А. медлит в замешательстве; г-н Т** кладёт скомканную салфетку на блюдце и уточняет помягче, хотя не без нажима: “Будем откровенны, Хайдэггера, Ясперса, Киркегора я смог позволить себе только, наладив бизнес. Десять лет подряд у меня не было ни выходных, ни отпуска. Сегодня моя жизнь в порядке благодаря прошлым жертвам. Надо уметь идти на них. Нельзя мечтать, лениться, медлить; жизнь есть борьба. Побеждает, кто вкладывает в ней все силы и готов идти до конца.” – Вдруг закругляет посиделки, давешним жестом прижав ладонь ко лбу.

* * *

В лифте А. думает: достойная игра – философия в свободное от дел время, ничего иного он не признаёт; в любой момент обрывает игру, возвращается к делу. Мягко стелет, да жёстко спать. Умение казаться совестливым, умственно развитым, нетривиальным применить можно для чего угодно. Пусть с виду чаепития бесцельны; в действительности у дельцов Серой улицы всегда есть цель. И она корыстна. (Уж если честно говорить.) – Пусть это предположение обернётся поклёпом, но ведь он в одностороннем порядке исподволь вызнаёт обстоятельства гостьи. Краешек собственной жизни, показанный им сегодня, не в счёт: он лишь продемонстрировал стандартную этикетку своей роли: “одинокий отец”. Конечно, была ещё реплика к сыну, но нет! И тут г-н Т** не проговорился тебе, а предостерёг.

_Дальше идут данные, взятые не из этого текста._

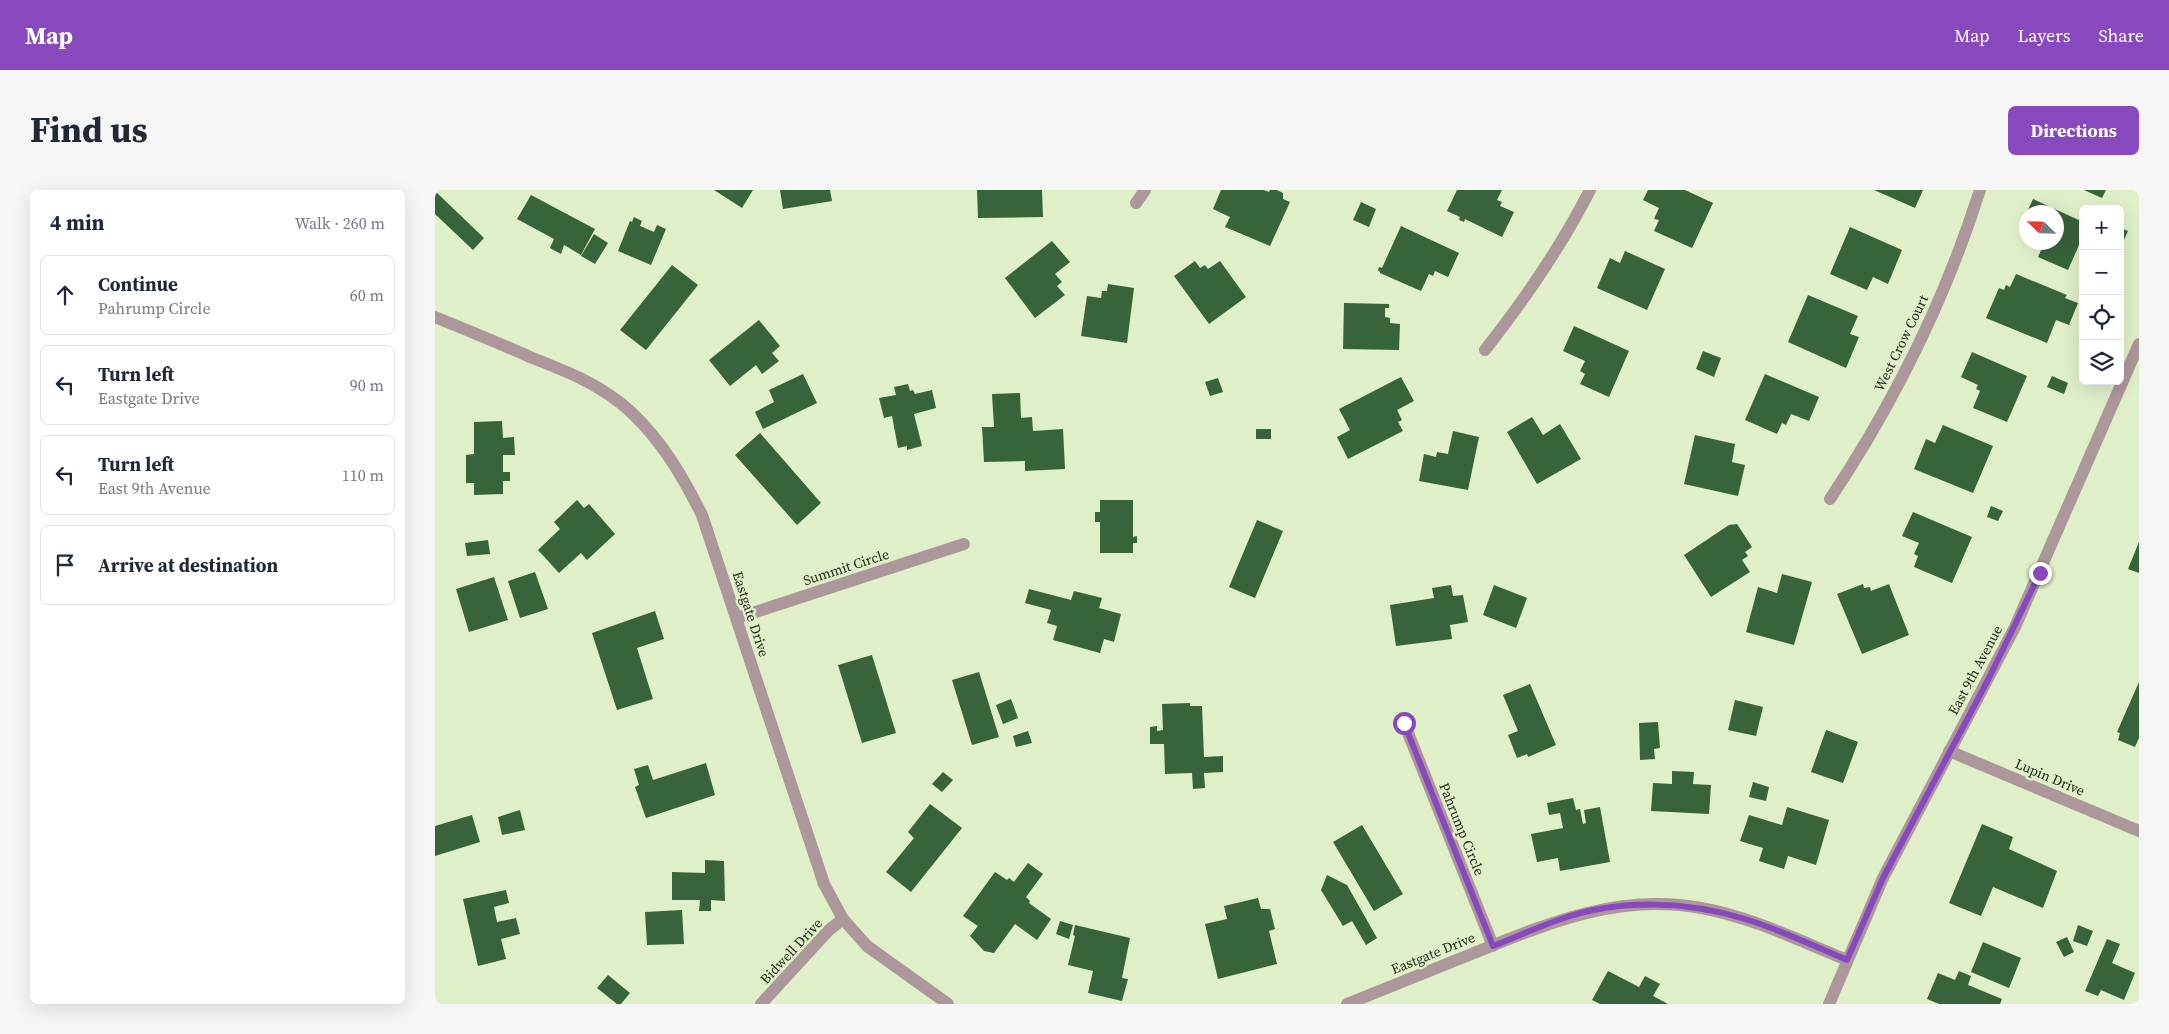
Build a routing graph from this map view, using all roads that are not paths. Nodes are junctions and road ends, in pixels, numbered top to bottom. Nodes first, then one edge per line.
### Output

Так что ему нужно? Например, не потому ли столько времени заслонял мне доступ к балконной двери, что знает – если я попаду в долину, мне станет не до него? И я уже никогда не приду навестить его в кабинете; и ни слова больше о тайных книгах. А ему надо, чтобы я продолжала разбавлять его одиночество. Например. Тогда зачем порывается меня трудоустроить? Тоже, чтобы сохранить и усилить влияние на меня? И как бы это выглядело, если бы осуществилось…?

…На троллейбусной остановке, ёжась от сырости, А. констатирует: древо подъезда вернулось в норму, квартира г-на Т** – крайняя точка пути. Никогда он не пустит тебя в продолжение. Даже в обмен на уступку; потому что это не торг, а скрытый ультиматум. Если не поймёшь ультиматум или не захочешь выполнить, что тебя ждёт?

Отчаянное битьё?...

Человек-тупик. Сфинкс, чья загадка заведомо лишена правильного решения.

Вдруг, приступом, ей претят его рассуждения, Хайдэггер, Ясперс, учёность и непогрешимость, нанизанные, вперемежку с правилами Серой улицы, на бесконечную череду требований и возмездий; весь этот форс пустопорожний. Унылый. Знакомство тяготит.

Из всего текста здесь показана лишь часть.